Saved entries
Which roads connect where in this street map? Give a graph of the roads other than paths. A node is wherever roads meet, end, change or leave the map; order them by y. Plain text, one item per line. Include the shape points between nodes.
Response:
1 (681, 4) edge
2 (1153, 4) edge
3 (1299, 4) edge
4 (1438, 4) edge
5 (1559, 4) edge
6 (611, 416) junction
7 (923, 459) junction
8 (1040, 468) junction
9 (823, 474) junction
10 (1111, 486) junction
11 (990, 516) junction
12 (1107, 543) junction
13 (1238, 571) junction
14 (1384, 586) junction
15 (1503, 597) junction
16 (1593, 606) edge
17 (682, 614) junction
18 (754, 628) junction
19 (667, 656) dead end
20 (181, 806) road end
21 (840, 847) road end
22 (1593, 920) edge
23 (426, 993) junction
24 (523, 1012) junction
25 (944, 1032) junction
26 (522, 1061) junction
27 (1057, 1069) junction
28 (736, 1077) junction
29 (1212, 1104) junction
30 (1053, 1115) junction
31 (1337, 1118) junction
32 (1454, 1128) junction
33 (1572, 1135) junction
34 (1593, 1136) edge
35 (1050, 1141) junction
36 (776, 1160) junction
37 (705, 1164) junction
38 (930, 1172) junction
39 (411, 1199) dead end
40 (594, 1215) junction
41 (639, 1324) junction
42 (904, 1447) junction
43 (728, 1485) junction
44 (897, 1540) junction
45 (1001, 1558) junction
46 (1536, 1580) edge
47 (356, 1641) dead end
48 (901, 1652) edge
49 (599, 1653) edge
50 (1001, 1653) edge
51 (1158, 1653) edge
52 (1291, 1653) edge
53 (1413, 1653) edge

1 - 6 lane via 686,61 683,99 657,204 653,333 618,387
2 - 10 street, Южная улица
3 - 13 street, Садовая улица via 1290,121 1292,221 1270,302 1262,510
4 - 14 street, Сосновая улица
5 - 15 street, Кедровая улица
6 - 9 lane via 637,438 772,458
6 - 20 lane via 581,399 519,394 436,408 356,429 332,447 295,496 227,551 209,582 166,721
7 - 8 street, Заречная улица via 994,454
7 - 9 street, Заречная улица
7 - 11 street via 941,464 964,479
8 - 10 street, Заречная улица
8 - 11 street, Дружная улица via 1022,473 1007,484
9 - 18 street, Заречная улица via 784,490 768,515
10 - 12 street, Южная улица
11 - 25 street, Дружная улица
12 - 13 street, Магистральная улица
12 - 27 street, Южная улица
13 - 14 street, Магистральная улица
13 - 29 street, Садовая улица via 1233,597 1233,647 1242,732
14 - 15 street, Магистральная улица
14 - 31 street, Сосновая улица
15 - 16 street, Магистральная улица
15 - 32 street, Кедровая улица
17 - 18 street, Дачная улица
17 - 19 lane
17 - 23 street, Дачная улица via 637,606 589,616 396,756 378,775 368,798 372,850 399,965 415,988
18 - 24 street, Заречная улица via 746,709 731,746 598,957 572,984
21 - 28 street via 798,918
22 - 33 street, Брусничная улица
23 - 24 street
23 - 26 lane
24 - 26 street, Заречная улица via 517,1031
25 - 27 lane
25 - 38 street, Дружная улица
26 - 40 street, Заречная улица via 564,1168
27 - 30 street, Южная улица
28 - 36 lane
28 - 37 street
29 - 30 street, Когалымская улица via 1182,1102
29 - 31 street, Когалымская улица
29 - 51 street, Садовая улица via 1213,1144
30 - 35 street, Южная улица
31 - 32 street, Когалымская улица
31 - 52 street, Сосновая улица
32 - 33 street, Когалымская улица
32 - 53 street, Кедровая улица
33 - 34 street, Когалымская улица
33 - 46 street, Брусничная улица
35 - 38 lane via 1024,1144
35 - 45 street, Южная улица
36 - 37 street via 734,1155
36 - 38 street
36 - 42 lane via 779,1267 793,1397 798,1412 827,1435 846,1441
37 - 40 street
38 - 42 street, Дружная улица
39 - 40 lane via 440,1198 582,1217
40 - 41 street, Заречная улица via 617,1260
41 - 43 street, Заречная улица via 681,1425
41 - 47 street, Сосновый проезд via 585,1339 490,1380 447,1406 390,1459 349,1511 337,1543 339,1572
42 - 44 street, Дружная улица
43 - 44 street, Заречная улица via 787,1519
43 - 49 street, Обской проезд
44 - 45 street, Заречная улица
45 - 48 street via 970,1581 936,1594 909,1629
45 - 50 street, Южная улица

■ WORK TO BE COMPLETED:
Where a line above contains the string "Южная", copy that line.

■ ANSWER FOR THIS EXERCISE:
2 - 10 street, Южная улица
10 - 12 street, Южная улица
12 - 27 street, Южная улица
27 - 30 street, Южная улица
30 - 35 street, Южная улица
35 - 45 street, Южная улица
45 - 50 street, Южная улица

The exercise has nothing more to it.